| Stored data |
________________

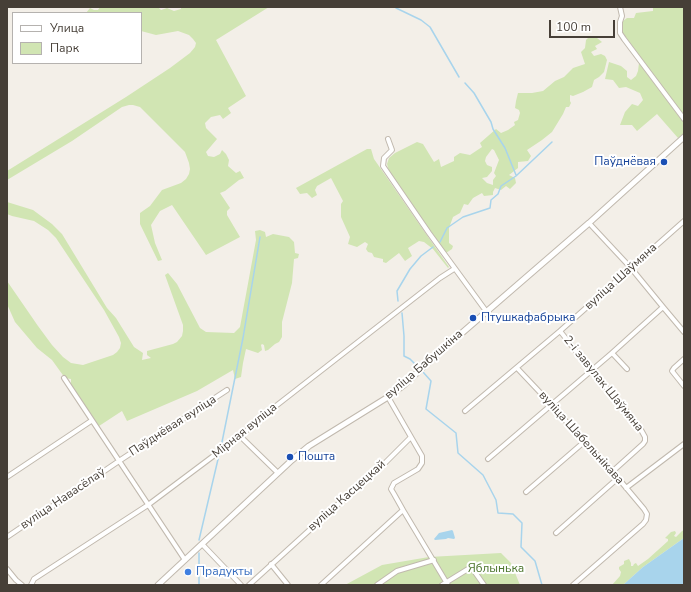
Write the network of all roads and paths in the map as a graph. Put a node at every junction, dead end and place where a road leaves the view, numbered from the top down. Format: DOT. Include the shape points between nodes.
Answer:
graph roads {
  1 [pos="620,7"];
  2 [pos="684,120"];
  3 [pos="684,137"];
  4 [pos="388,139"];
  5 [pos="684,221"];
  6 [pos="589,223"];
  7 [pos="631,268"];
  8 [pos="454,269"];
  9 [pos="663,307"];
  10 [pos="486,311"];
  11 [pos="560,331"];
  12 [pos="684,332"];
  13 [pos="612,352"];
  14 [pos="684,359"];
  15 [pos="517,368"];
  16 [pos="627,369"];
  17 [pos="591,370"];
  18 [pos="64,378"];
  19 [pos="684,386"];
  20 [pos="228,390"];
  21 [pos="388,397"];
  22 [pos="551,404"];
  23 [pos="465,411"];
  24 [pos="91,421"];
  25 [pos="240,436"];
  26 [pos="411,437"];
  27 [pos="584,442"];
  28 [pos="684,444"];
  29 [pos="488,459"];
  30 [pos="119,461"];
  31 [pos="613,471"];
  32 [pos="278,472"];
  33 [pos="7,477"];
  34 [pos="618,478"];
  35 [pos="626,488"];
  36 [pos="526,492"];
  37 [pos="148,505"];
  38 [pos="403,510"];
  39 [pos="556,533"];
  40 [pos="7,537"];
  41 [pos="202,544"];
  42 [pos="185,560"];
  43 [pos="434,560"];
  44 [pos="271,564"];
  45 [pos="7,569"];
  46 [pos="446,584"];
  47 [pos="22,585"];
  48 [pos="31,585"];
  49 [pos="158,585"];
  50 [pos="241,585"];
  51 [pos="249,585"];
  52 [pos="288,585"];
  53 [pos="321,585"];
  54 [pos="377,585"];
  55 [pos="484,585"];
  56 [pos="573,585"];
  1 -- 2 [label="street" via="620,33"];
  3 -- 6 [label="street, вуліца Бабушкіна"];
  4 -- 8 [label="street" via="392,150 384,158 383,166"];
  5 -- 7 [label="street, вуліца Шаўмяна"];
  6 -- 7 [label="street"];
  6 -- 10 [label="street, вуліца Бабушкіна"];
  7 -- 9 [label="street"];
  7 -- 11 [label="street, вуліца Шаўмяна"];
  8 -- 10 [label="street"];
  8 -- 25 [label="street, Мірная вуліца"];
  9 -- 12 [label="street"];
  9 -- 13 [label="street"];
  10 -- 21 [label="street, вуліца Бабушкіна"];
  11 -- 15 [label="street, вуліца Шаўмяна"];
  11 -- 17 [label="street, 2-і завулак Шаўмяна"];
  13 -- 16 [label="street"];
  13 -- 17 [label="street"];
  14 -- 19 [label="street" via="672,371"];
  15 -- 22 [label="street, вуліца Шабельнікава"];
  15 -- 23 [label="street, вуліца Шаўмяна"];
  17 -- 22 [label="street"];
  17 -- 31 [label="street, 2-і завулак Шаўмяна" via="646,437 645,441"];
  18 -- 24 [label="street"];
  20 -- 30 [label="street, Паўднёвая вуліца"];
  21 -- 26 [label="street"];
  21 -- 32 [label="street, вуліца Бабушкіна" via="309,446"];
  22 -- 27 [label="street, вуліца Шабельнікава"];
  22 -- 29 [label="street"];
  24 -- 30 [label="street"];
  24 -- 33 [label="street"];
  25 -- 32 [label="street"];
  25 -- 37 [label="street, Мірная вуліца"];
  26 -- 38 [label="street" via="422,456 422,463 418,470 394,483 391,489"];
  26 -- 44 [label="street, вуліца Касцецкай"];
  27 -- 31 [label="street, вуліца Шабельнікава"];
  27 -- 36 [label="street"];
  28 -- 35 [label="street"];
  30 -- 37 [label="street"];
  30 -- 40 [label="street, вуліца Навасёлаў"];
  31 -- 34 [label="street, вуліца Шабельнікава"];
  32 -- 41 [label="street, вуліца Бабушкіна"];
  34 -- 35 [label="street, вуліца Шабельнікава"];
  34 -- 39 [label="street"];
  35 -- 56 [label="street, вуліца Шабельнікава" via="644,509 647,514 646,520"];
  37 -- 42 [label="street"];
  37 -- 48 [label="street, Мірная вуліца" via="34,579"];
  38 -- 43 [label="street"];
  38 -- 53 [label="street"];
  41 -- 42 [label="street, вуліца Бабушкіна"];
  41 -- 50 [label="street"];
  42 -- 49 [label="street, вуліца Бабушкіна"];
  43 -- 46 [label="street"];
  43 -- 54 [label="street" via="397,571"];
  44 -- 51 [label="street, вуліца Касцецкай"];
  44 -- 52 [label="street"];
  45 -- 47 [label="street"];
  46 -- 55 [label="street" via="472,568"];
}
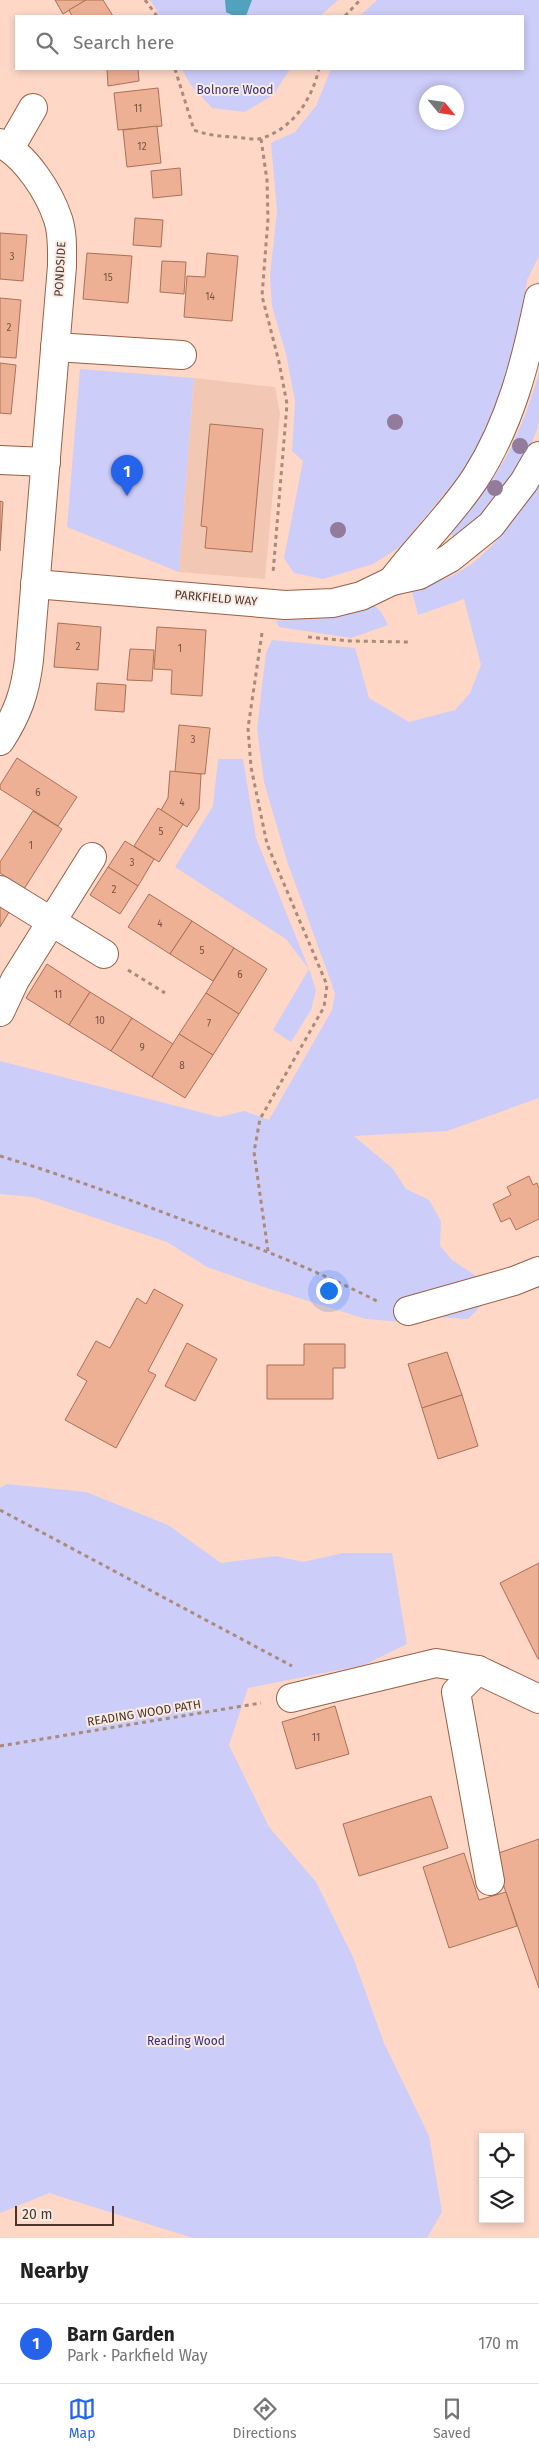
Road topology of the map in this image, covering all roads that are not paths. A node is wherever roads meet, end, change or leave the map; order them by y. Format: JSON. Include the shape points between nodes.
{"nodes":[{"id":1,"x":33,"y":108,"type":"dead end"},
{"id":2,"x":5,"y":145,"type":"edge"},
{"id":3,"x":539,"y":298,"type":"edge"},
{"id":4,"x":55,"y":347,"type":"junction"},
{"id":5,"x":182,"y":355,"type":"dead end"},
{"id":6,"x":539,"y":456,"type":"edge"},
{"id":7,"x":0,"y":460,"type":"edge"},
{"id":8,"x":46,"y":462,"type":"junction"},
{"id":9,"x":392,"y":581,"type":"junction"},
{"id":10,"x":35,"y":584,"type":"junction"},
{"id":11,"x":0,"y":741,"type":"edge"},
{"id":12,"x":92,"y":857,"type":"dead end"},
{"id":13,"x":0,"y":890,"type":"edge"},
{"id":14,"x":52,"y":921,"type":"junction"},
{"id":15,"x":104,"y":954,"type":"road end"},
{"id":16,"x":0,"y":1012,"type":"edge"},
{"id":17,"x":539,"y":1271,"type":"edge"},
{"id":18,"x":408,"y":1311,"type":"road end"},
{"id":19,"x":478,"y":1670,"type":"junction"},
{"id":20,"x":291,"y":1698,"type":"road end"},
{"id":21,"x":539,"y":1699,"type":"edge"},
{"id":22,"x":490,"y":1881,"type":"dead end"}],
"edges":[{"from":1,"to":2,"type":"street","name":"PONDSIDE"},
{"from":2,"to":4,"type":"street","name":"PONDSIDE","via":[[25,164],[47,194],[58,220],[62,266]]},
{"from":3,"to":9,"type":"street","name":"PARKFIELD WAY","via":[[515,397],[496,442],[450,513],[415,550]]},
{"from":4,"to":5,"type":"street"},
{"from":4,"to":8,"type":"street","name":"PONDSIDE"},
{"from":6,"to":9,"type":"street","name":"PARKFIELD WAY","via":[[524,482],[491,525],[450,558],[419,575]]},
{"from":7,"to":8,"type":"street"},
{"from":8,"to":10,"type":"street"},
{"from":9,"to":10,"type":"street","name":"PARKFIELD WAY","via":[[361,596],[333,604],[285,605]]},
{"from":10,"to":11,"type":"street","via":[[25,689],[18,711]]},
{"from":12,"to":14,"type":"street"},
{"from":13,"to":14,"type":"street"},
{"from":14,"to":15,"type":"street"},
{"from":14,"to":16,"type":"street","via":[[15,980]]},
{"from":17,"to":18,"type":"street"},
{"from":19,"to":20,"type":"street","via":[[436,1663]]},
{"from":19,"to":21,"type":"street"},
{"from":19,"to":22,"type":"street","via":[[456,1692]]}]}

________________

Scan the entries for the word "graph". Report each line that has it.

| Solved exercise |
Write the network of all roads and paths in the map as a graph. Put a node at every junction, dead end and place where a road leaves the view, numbered from the top down. Format: DOT. Include the shape points between nodes.
graph roads {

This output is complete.